Aim of the task
Only the lines containing "where" belong in the answer; find them in the material below.

Supplied records
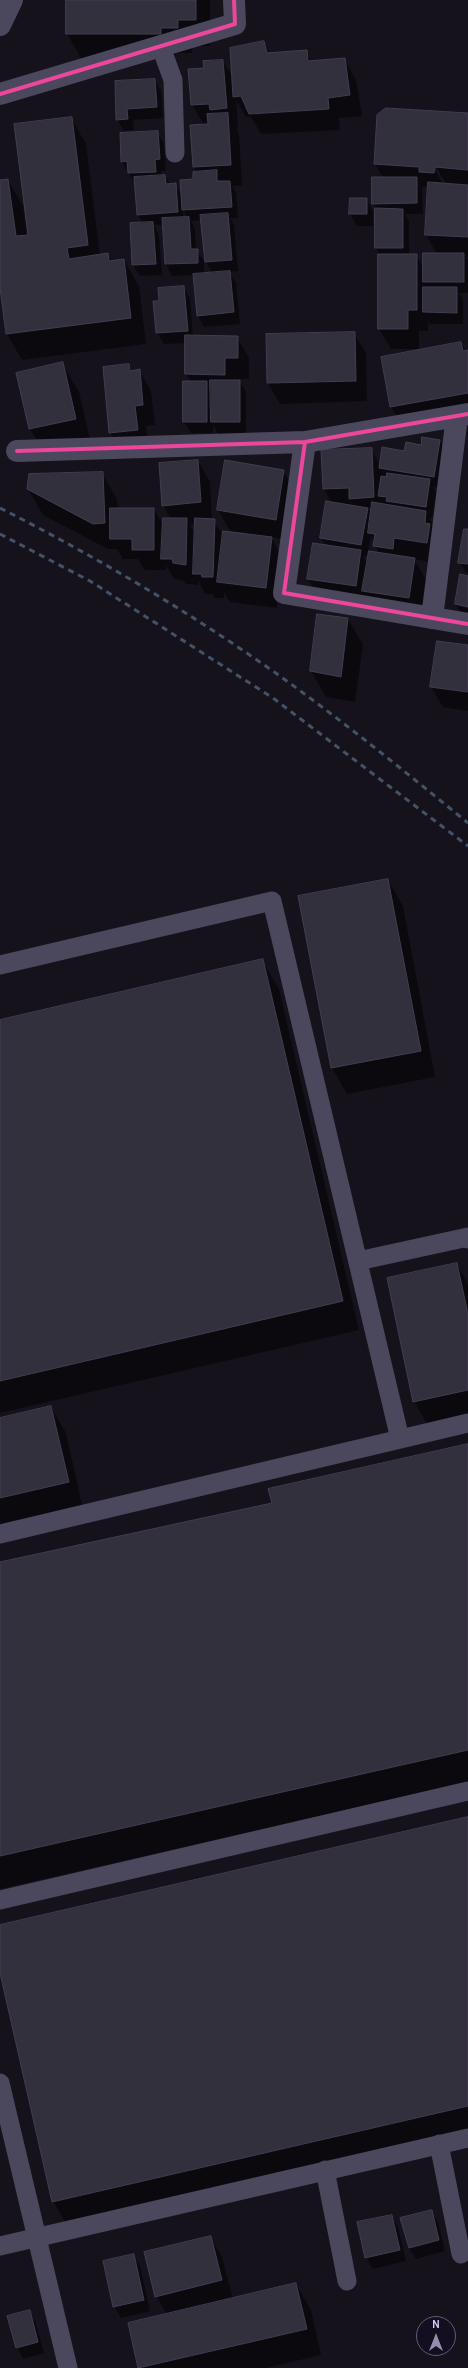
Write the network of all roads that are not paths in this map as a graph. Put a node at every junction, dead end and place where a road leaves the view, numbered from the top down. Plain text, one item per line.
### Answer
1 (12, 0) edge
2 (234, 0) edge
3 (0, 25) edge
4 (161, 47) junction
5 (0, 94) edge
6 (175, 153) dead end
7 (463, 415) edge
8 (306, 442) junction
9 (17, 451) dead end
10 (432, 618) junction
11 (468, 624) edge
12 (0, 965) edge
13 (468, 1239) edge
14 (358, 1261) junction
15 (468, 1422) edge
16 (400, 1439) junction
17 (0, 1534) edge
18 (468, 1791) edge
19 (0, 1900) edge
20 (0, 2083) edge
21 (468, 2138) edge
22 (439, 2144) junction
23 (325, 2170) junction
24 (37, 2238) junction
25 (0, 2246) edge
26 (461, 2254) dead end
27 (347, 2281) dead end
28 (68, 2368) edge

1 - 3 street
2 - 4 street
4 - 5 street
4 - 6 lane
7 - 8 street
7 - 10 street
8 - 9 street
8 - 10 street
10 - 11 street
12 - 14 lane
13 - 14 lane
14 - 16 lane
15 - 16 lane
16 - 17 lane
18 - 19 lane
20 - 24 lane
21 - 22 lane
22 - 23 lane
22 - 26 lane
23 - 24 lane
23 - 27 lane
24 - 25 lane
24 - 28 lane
--
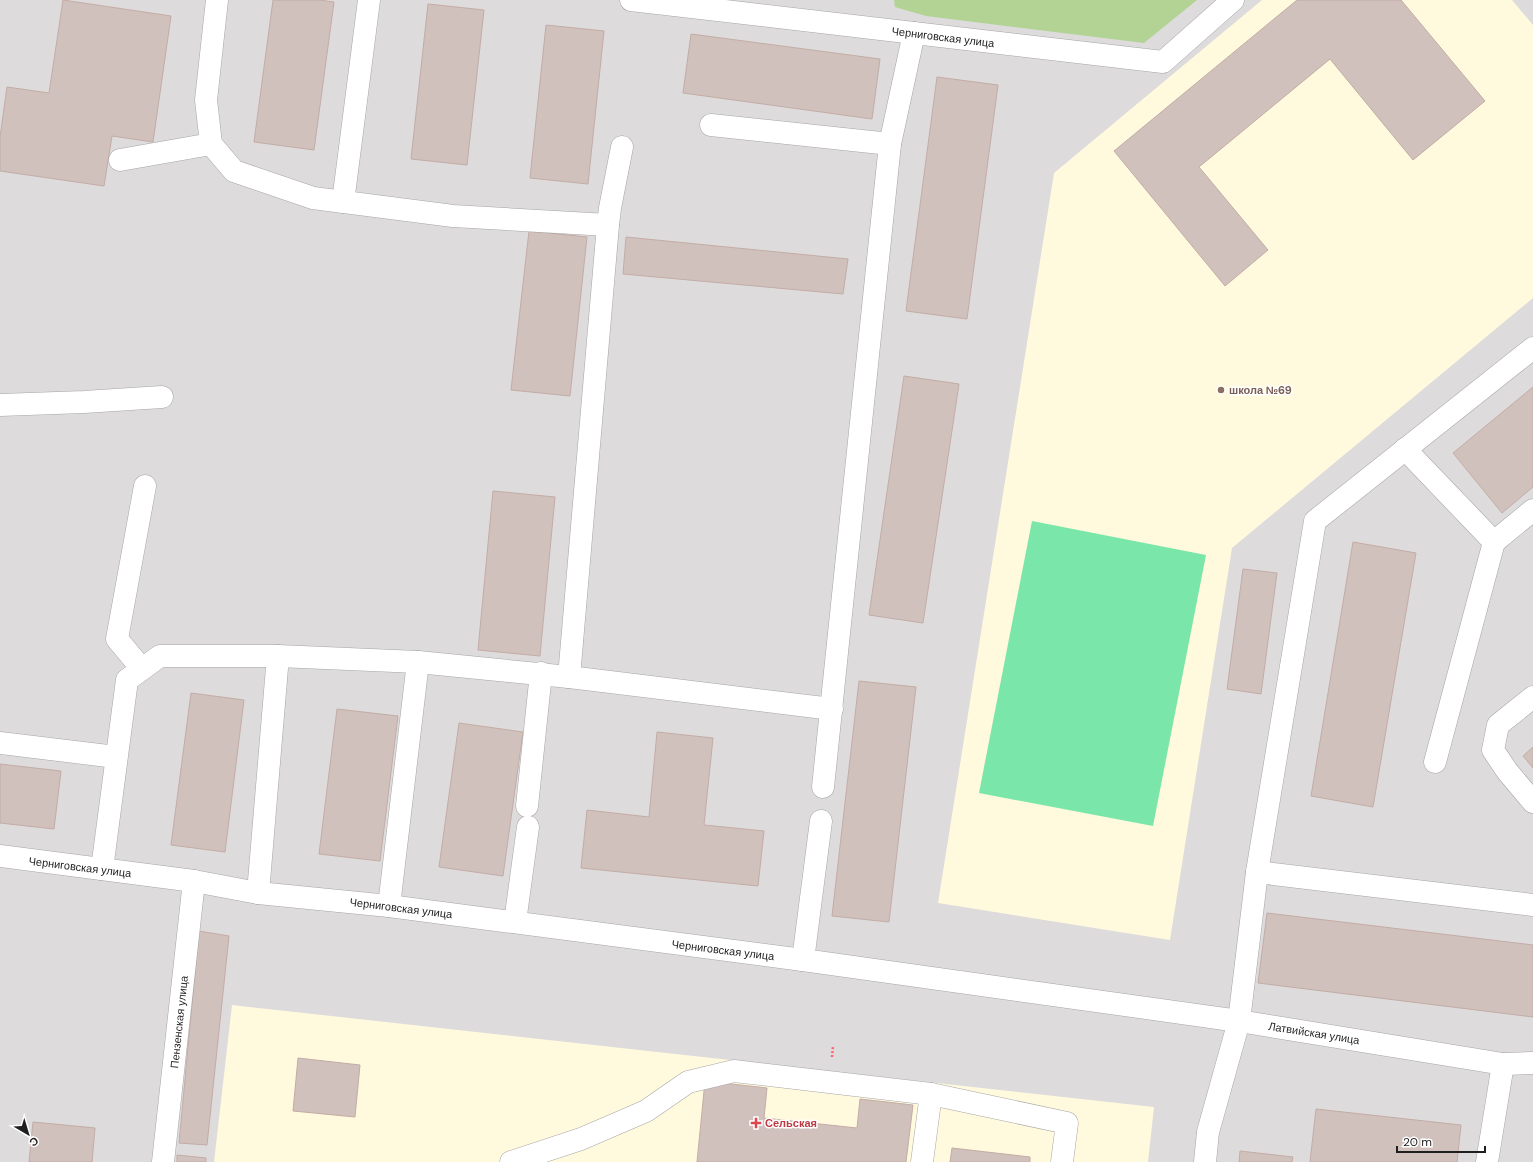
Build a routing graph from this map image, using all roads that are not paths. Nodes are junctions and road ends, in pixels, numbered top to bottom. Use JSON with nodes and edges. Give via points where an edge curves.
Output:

Solution below
Write the network of all roads that are not paths in this map as a graph. Put a node at every junction, dead end and place where a road leaves the view, numbered from the top down. Plain text, one item per line.
Build a routing graph from this map image, using all roads that are not paths. Nodes are junctions and road ends, in pixels, numbered top to bottom. Use JSON with nodes and edges. Give via points where an edge curves.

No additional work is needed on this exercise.